### DATA PROVIDED
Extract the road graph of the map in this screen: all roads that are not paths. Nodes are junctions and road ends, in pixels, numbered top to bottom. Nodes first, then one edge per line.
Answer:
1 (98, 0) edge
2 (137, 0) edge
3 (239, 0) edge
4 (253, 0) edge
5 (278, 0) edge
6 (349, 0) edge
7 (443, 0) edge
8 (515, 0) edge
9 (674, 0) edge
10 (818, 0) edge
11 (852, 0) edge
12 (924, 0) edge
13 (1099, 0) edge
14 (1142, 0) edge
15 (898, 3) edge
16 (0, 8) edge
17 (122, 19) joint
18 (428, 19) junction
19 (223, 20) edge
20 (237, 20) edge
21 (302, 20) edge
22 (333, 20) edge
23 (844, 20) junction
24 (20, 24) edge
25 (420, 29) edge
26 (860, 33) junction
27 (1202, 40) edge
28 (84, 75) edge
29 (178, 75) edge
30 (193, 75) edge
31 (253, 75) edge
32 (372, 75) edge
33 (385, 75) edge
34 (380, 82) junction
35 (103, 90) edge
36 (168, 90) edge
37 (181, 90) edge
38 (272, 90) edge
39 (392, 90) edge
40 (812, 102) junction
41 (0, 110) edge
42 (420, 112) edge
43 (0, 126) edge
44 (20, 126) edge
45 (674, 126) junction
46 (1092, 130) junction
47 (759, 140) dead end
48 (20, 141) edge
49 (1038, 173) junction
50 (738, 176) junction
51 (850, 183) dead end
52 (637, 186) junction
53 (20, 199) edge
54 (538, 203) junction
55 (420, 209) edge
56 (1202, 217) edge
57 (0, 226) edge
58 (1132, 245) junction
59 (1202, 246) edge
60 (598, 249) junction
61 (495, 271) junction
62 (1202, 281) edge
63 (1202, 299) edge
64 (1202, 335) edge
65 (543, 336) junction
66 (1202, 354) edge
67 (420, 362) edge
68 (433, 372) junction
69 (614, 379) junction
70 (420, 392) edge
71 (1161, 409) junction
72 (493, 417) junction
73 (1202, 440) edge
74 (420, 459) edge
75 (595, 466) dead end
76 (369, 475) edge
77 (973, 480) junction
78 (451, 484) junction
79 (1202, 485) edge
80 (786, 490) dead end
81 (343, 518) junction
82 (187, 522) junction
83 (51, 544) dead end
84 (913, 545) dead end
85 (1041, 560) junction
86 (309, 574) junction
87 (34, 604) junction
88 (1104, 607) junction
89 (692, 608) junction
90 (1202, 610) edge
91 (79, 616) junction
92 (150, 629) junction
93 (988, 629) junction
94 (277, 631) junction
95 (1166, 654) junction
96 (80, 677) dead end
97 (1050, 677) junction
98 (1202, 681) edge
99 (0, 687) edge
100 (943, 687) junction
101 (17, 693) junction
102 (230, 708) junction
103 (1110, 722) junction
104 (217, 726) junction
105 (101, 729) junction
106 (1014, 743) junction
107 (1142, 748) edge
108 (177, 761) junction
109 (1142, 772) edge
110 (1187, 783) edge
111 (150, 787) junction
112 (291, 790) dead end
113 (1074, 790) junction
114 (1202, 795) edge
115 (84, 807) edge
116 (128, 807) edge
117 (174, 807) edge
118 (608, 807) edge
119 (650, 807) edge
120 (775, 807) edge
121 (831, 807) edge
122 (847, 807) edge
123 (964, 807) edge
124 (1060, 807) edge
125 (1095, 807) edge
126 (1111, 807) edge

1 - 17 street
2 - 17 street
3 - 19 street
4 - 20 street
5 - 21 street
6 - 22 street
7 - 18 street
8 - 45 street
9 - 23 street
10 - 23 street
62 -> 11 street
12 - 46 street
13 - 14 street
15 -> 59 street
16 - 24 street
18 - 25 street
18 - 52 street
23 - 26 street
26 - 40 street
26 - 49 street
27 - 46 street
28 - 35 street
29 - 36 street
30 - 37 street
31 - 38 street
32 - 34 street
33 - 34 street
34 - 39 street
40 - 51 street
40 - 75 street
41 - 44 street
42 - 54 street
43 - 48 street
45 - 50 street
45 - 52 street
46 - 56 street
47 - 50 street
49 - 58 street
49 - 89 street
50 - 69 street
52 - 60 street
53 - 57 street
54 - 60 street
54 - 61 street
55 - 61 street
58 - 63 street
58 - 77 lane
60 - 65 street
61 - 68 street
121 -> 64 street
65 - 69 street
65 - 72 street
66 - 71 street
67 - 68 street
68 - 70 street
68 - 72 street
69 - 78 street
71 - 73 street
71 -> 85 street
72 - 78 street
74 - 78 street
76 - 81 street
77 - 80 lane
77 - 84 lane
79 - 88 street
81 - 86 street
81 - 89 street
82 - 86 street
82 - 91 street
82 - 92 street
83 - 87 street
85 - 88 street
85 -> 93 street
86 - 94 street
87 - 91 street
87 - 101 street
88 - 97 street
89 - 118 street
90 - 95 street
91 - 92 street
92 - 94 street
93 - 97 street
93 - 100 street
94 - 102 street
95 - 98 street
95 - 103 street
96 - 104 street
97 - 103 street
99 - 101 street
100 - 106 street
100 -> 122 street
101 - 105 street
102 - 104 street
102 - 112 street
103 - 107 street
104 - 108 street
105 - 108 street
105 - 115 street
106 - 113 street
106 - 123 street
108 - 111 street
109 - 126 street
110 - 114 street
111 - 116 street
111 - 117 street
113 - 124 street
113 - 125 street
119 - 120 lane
######
• _REQUIRED WORK_
This exercise requires all the entries to be written out again exactly.

• _RESULT OF THIS EXERCISE_
Extract the road graph of the map in this screen: all roads that are not paths. Nodes are junctions and road ends, in pixels, numbered top to bottom. Nodes first, then one edge per line.
Answer:
1 (98, 0) edge
2 (137, 0) edge
3 (239, 0) edge
4 (253, 0) edge
5 (278, 0) edge
6 (349, 0) edge
7 (443, 0) edge
8 (515, 0) edge
9 (674, 0) edge
10 (818, 0) edge
11 (852, 0) edge
12 (924, 0) edge
13 (1099, 0) edge
14 (1142, 0) edge
15 (898, 3) edge
16 (0, 8) edge
17 (122, 19) joint
18 (428, 19) junction
19 (223, 20) edge
20 (237, 20) edge
21 (302, 20) edge
22 (333, 20) edge
23 (844, 20) junction
24 (20, 24) edge
25 (420, 29) edge
26 (860, 33) junction
27 (1202, 40) edge
28 (84, 75) edge
29 (178, 75) edge
30 (193, 75) edge
31 (253, 75) edge
32 (372, 75) edge
33 (385, 75) edge
34 (380, 82) junction
35 (103, 90) edge
36 (168, 90) edge
37 (181, 90) edge
38 (272, 90) edge
39 (392, 90) edge
40 (812, 102) junction
41 (0, 110) edge
42 (420, 112) edge
43 (0, 126) edge
44 (20, 126) edge
45 (674, 126) junction
46 (1092, 130) junction
47 (759, 140) dead end
48 (20, 141) edge
49 (1038, 173) junction
50 (738, 176) junction
51 (850, 183) dead end
52 (637, 186) junction
53 (20, 199) edge
54 (538, 203) junction
55 (420, 209) edge
56 (1202, 217) edge
57 (0, 226) edge
58 (1132, 245) junction
59 (1202, 246) edge
60 (598, 249) junction
61 (495, 271) junction
62 (1202, 281) edge
63 (1202, 299) edge
64 (1202, 335) edge
65 (543, 336) junction
66 (1202, 354) edge
67 (420, 362) edge
68 (433, 372) junction
69 (614, 379) junction
70 (420, 392) edge
71 (1161, 409) junction
72 (493, 417) junction
73 (1202, 440) edge
74 (420, 459) edge
75 (595, 466) dead end
76 (369, 475) edge
77 (973, 480) junction
78 (451, 484) junction
79 (1202, 485) edge
80 (786, 490) dead end
81 (343, 518) junction
82 (187, 522) junction
83 (51, 544) dead end
84 (913, 545) dead end
85 (1041, 560) junction
86 (309, 574) junction
87 (34, 604) junction
88 (1104, 607) junction
89 (692, 608) junction
90 (1202, 610) edge
91 (79, 616) junction
92 (150, 629) junction
93 (988, 629) junction
94 (277, 631) junction
95 (1166, 654) junction
96 (80, 677) dead end
97 (1050, 677) junction
98 (1202, 681) edge
99 (0, 687) edge
100 (943, 687) junction
101 (17, 693) junction
102 (230, 708) junction
103 (1110, 722) junction
104 (217, 726) junction
105 (101, 729) junction
106 (1014, 743) junction
107 (1142, 748) edge
108 (177, 761) junction
109 (1142, 772) edge
110 (1187, 783) edge
111 (150, 787) junction
112 (291, 790) dead end
113 (1074, 790) junction
114 (1202, 795) edge
115 (84, 807) edge
116 (128, 807) edge
117 (174, 807) edge
118 (608, 807) edge
119 (650, 807) edge
120 (775, 807) edge
121 (831, 807) edge
122 (847, 807) edge
123 (964, 807) edge
124 (1060, 807) edge
125 (1095, 807) edge
126 (1111, 807) edge

1 - 17 street
2 - 17 street
3 - 19 street
4 - 20 street
5 - 21 street
6 - 22 street
7 - 18 street
8 - 45 street
9 - 23 street
10 - 23 street
62 -> 11 street
12 - 46 street
13 - 14 street
15 -> 59 street
16 - 24 street
18 - 25 street
18 - 52 street
23 - 26 street
26 - 40 street
26 - 49 street
27 - 46 street
28 - 35 street
29 - 36 street
30 - 37 street
31 - 38 street
32 - 34 street
33 - 34 street
34 - 39 street
40 - 51 street
40 - 75 street
41 - 44 street
42 - 54 street
43 - 48 street
45 - 50 street
45 - 52 street
46 - 56 street
47 - 50 street
49 - 58 street
49 - 89 street
50 - 69 street
52 - 60 street
53 - 57 street
54 - 60 street
54 - 61 street
55 - 61 street
58 - 63 street
58 - 77 lane
60 - 65 street
61 - 68 street
121 -> 64 street
65 - 69 street
65 - 72 street
66 - 71 street
67 - 68 street
68 - 70 street
68 - 72 street
69 - 78 street
71 - 73 street
71 -> 85 street
72 - 78 street
74 - 78 street
76 - 81 street
77 - 80 lane
77 - 84 lane
79 - 88 street
81 - 86 street
81 - 89 street
82 - 86 street
82 - 91 street
82 - 92 street
83 - 87 street
85 - 88 street
85 -> 93 street
86 - 94 street
87 - 91 street
87 - 101 street
88 - 97 street
89 - 118 street
90 - 95 street
91 - 92 street
92 - 94 street
93 - 97 street
93 - 100 street
94 - 102 street
95 - 98 street
95 - 103 street
96 - 104 street
97 - 103 street
99 - 101 street
100 - 106 street
100 -> 122 street
101 - 105 street
102 - 104 street
102 - 112 street
103 - 107 street
104 - 108 street
105 - 108 street
105 - 115 street
106 - 113 street
106 - 123 street
108 - 111 street
109 - 126 street
110 - 114 street
111 - 116 street
111 - 117 street
113 - 124 street
113 - 125 street
119 - 120 lane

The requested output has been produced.